Wie schon der Beitrag von Thalhofer und Wilke rückt auch der Aufsatz von Janine Doerry und Alexandra Klei die Orte Hinzert, Natzweiler und Neue Bremm in den Fokus – nun aber mit Blick auf die dort verwirklichten Gedenkstätten. In allen drei Fällen gaben ehemalige Häftlinge den Anstoß zur Errichtung der Gedenkstätte, in allen drei Orten tritt heute neben das Gedenken die Informationsvermittlung, und in allen drei Orten lassen sich schließlich Merkmale unterschiedlicher Erinnerungsepochen finden. Meist stehen diese aber eher unvermittelt nebeneinander. Anders in der 2004 abgeschlossenen Neukonzeption der Gedenkstätte Neue Bremm: Dort nimmt man die Differenz zwischen Gestern und Heute zum Ausgangspunkt einer künstlerischen Auseinandersetzung mit den Rudimenten der verschiedenen Erinnerungen und thematisiert den Wandel des Gedenkens selbst.

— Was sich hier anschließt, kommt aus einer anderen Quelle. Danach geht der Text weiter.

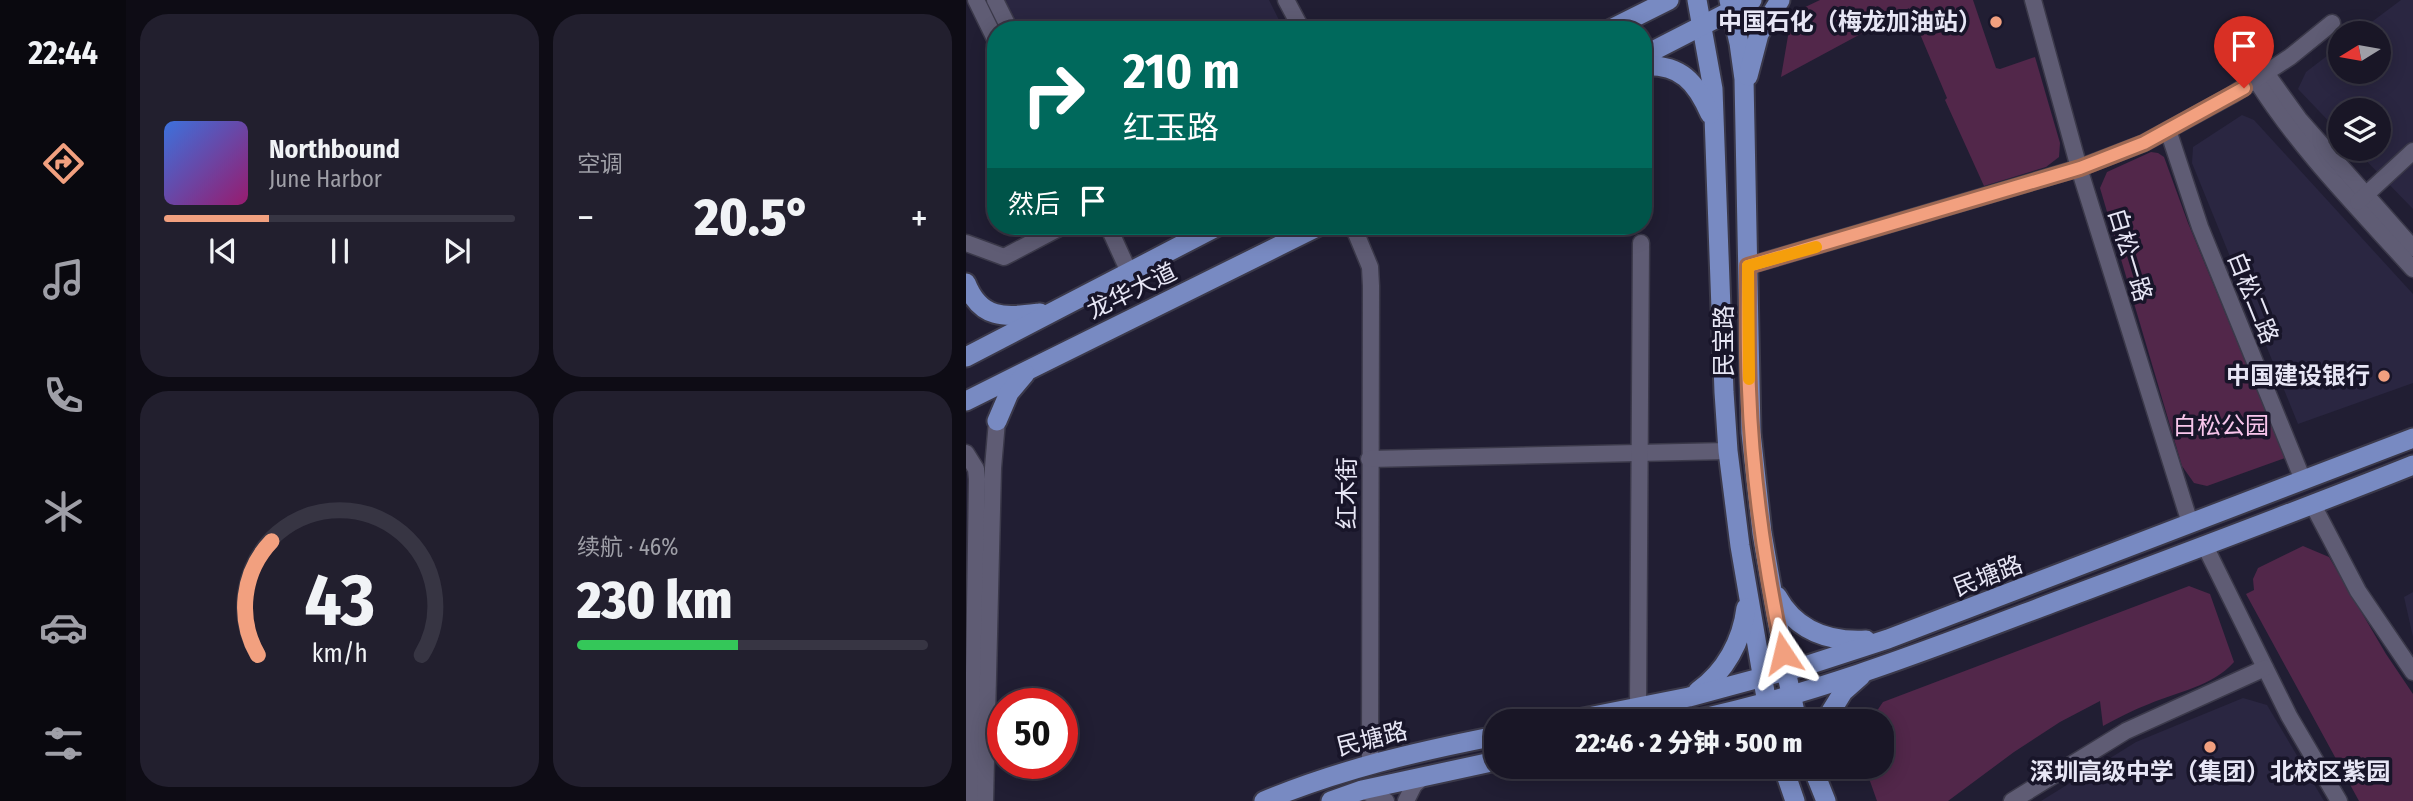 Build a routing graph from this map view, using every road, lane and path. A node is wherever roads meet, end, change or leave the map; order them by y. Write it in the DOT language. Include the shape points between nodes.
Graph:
graph roads {
  1 [pos="976,0"];
  2 [pos="995,0"];
  3 [pos="1286,0"];
  4 [pos="1640,0"];
  5 [pos="1669,0"];
  6 [pos="1697,0"];
  7 [pos="1752,0"];
  8 [pos="1780,0"];
  9 [pos="2033,0"];
  10 [pos="1730,5"];
  11 [pos="1006,21"];
  12 [pos="1297,21"];
  13 [pos="1621,21"];
  14 [pos="1627,21"];
  15 [pos="987,23"];
  16 [pos="1702,25"];
  17 [pos="2328,26"];
  18 [pos="1652,51"];
  19 [pos="1652,66"];
  20 [pos="2261,76"];
  21 [pos="1744,97"];
  22 [pos="1715,126"];
  23 [pos="2168,130"];
  24 [pos="2413,151"];
  25 [pos="2080,168"];
  26 [pos="2360,200"];
  27 [pos="1046,235"];
  28 [pos="1112,235"];
  29 [pos="1201,235"];
  30 [pos="1302,235"];
  31 [pos="1357,235"];
  32 [pos="966,243"];
  33 [pos="1641,243"];
  34 [pos="2413,248"];
  35 [pos="1748,266"];
  36 [pos="2413,269"];
  37 [pos="1129,272"];
  38 [pos="966,283"];
  39 [pos="966,295"];
  40 [pos="966,309"];
  41 [pos="1052,312"];
  42 [pos="966,357"];
  43 [pos="1035,366"];
  44 [pos="966,401"];
  45 [pos="997,421"];
  46 [pos="2413,438"];
  47 [pos="1728,451"];
  48 [pos="966,453"];
  49 [pos="1640,453"];
  50 [pos="1369,459"];
  51 [pos="2413,465"];
  52 [pos="2303,480"];
  53 [pos="2313,505"];
  54 [pos="2190,523"];
  55 [pos="2205,546"];
  56 [pos="1771,585"];
  57 [pos="1747,593"];
  58 [pos="1888,639"];
  59 [pos="2265,668"];
  60 [pos="1870,670"];
  61 [pos="1786,671"];
  62 [pos="2413,672"];
  63 [pos="1760,678"];
  64 [pos="1791,695"];
  65 [pos="1689,697"];
  66 [pos="1638,707"];
  67 [pos="1628,709"];
  68 [pos="1768,709"];
  69 [pos="1771,709"];
  70 [pos="1794,709"];
  71 [pos="1832,709"];
  72 [pos="1484,739"];
  73 [pos="1370,764"];
  74 [pos="1484,764"];
  75 [pos="1424,776"];
  76 [pos="1786,779"];
  77 [pos="1817,779"];
  78 [pos="1822,779"];
  79 [pos="1362,790"];
  80 [pos="1825,800"];
  81 [pos="972,801"];
  82 [pos="985,801"];
  83 [pos="1264,801"];
  84 [pos="1331,801"];
  85 [pos="1386,801"];
  86 [pos="1406,801"];
  87 [pos="1795,801"];
  88 [pos="2012,801"];
  89 [pos="2339,801"];
  1 -- 15 [label="street"];
  2 -- 11 [label="street"];
  3 -- 12 [label="street"];
  4 -- 13 [label="main road"];
  5 -- 14 [label="main road"];
  6 -- 16 [label="main road, 民宝路"];
  7 -- 10 [label="main road"];
  8 -- 21 [label="main road" via="1759,34"];
  9 -- 25 [label="street, 白松一路"];
  10 -- 16 [label="main road"];
  10 -- 21 [label="main road, 民宝路"];
  16 -- 18 [label="main road"];
  16 -- 22 [label="main road, 民宝路"];
  17 -- 20 [label="street"];
  19 -- 22 [label="main road" via="1673,70 1693,83"];
  20 -- 23 [label="street"];
  20 -- 26 [label="street" via="2273,106 2316,162"];
  21 -- 35 [label="main road, 民宝路"];
  22 -- 47 [label="main road, 民宝路"];
  23 -- 25 [label="street"];
  23 -- 52 [label="street, 白松二路" via="2200,227"];
  24 -- 26 [label="street"];
  25 -- 35 [label="street"];
  25 -- 54 [label="street, 白松一路"];
  26 -- 34 [label="street"];
  26 -- 36 [label="street"];
  27 -- 32 [label="street" via="1004,257"];
  28 -- 37 [label="street"];
  29 -- 37 [label="main road, 龙华大道"];
  30 -- 43 [label="main road, 龙华大道"];
  31 -- 50 [label="street, 红木街" via="1370,267"];
  33 -- 49 [label="street"];
  35 -- 56 [label="main road, 民宝路" via="1751,433"];
  37 -- 41 [label="main road, 龙华大道"];
  38 -- 41 [label="main road" via="984,309 1000,316"];
  39 -- 40 [label="main road"];
  41 -- 42 [label="main road, 龙华大道"];
  43 -- 44 [label="main road, 龙华大道"];
  43 -- 45 [label="main road" via="1014,386"];
  45 -- 82 [label="street"];
  46 -- 52 [label="main road, 民塘路"];
  47 -- 49 [label="street"];
  47 -- 57 [label="main road, 民宝路"];
  48 -- 81 [label="street" via="977,479"];
  49 -- 50 [label="street"];
  49 -- 66 [label="street"];
  50 -- 73 [label="street, 红木街"];
  51 -- 53 [label="main road, 民塘路"];
  52 -- 54 [label="main road, 民塘路"];
  53 -- 55 [label="main road, 民塘路"];
  53 -- 62 [label="street" via="2358,591"];
  54 -- 58 [label="main road, 民塘路"];
  55 -- 59 [label="street"];
  55 -- 60 [label="main road, 民塘路"];
  56 -- 58 [label="main road" via="1784,609 1821,636"];
  56 -- 61 [label="main road, 民宝路"];
  57 -- 63 [label="main road, 民宝路"];
  57 -- 65 [label="main road" via="1732,652 1721,671"];
  58 -- 61 [label="main road, 民塘路"];
  59 -- 88 [label="street" via="2126,732"];
  59 -- 89 [label="street"];
  60 -- 64 [label="main road, 民塘路"];
  60 -- 71 [label="main road" via="1843,692"];
  61 -- 63 [label="main road, 民塘路"];
  61 -- 64 [label="main road, 民宝路"];
  63 -- 65 [label="main road, 民塘路"];
  63 -- 68 [label="main road, 民宝路"];
  64 -- 69 [label="main road, 民塘路"];
  64 -- 70 [label="main road, 民宝路"];
  65 -- 66 [label="main road, 民塘路"];
  66 -- 67 [label="main road, 民塘路"];
  72 -- 73 [label="main road, 民塘路"];
  73 -- 83 [label="main road, 民塘路"];
  74 -- 75 [label="main road, 民塘路"];
  75 -- 79 [label="main road, 民塘路"];
  75 -- 86 [label="street"];
  76 -- 87 [label="main road"];
  77 -- 80 [label="main road"];
  78 -- 80 [label="main road"];
  79 -- 84 [label="main road, 民塘路"];
  79 -- 85 [label="street"];
}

Der Sammelband gestattet eine Fülle von Einblicken in aktuelle Forschungsprojekte und verdeutlicht, wie fruchtbar sich geschichtswissenschaftliche Zugänge mit literaturwissenschaftlichen, kunst- und architekturhistorischen Ansätzen ergänzen können.

Anmerkungen:
1 Gudrun Schwarz, Die nationalsozialistischen Lager, Frankfurt am Main 1996 (zuerst 1990), S. 9.
2 Wolfgang Benz / Barbara Distel (Hrsg.), Der Ort des Terrors. Geschichte der nationalsozialistischen Konzentrationslager, 9 Bde., München 2005–2009.
3 Vgl. z.B. Jens-Christian Wagner, Produktion des Todes. Das KZ Mittelbau-Dora, Göttingen 2001; Karola Fings, Krieg, Gesellschaft und KZ. Himmlers SS-Baubrigaden, Paderborn 2005.
4 Vgl. zuletzt Saul Friedländer, Den Holocaust beschreiben. Auf dem Weg zu einer integrierten Geschichte, Göttingen 2007.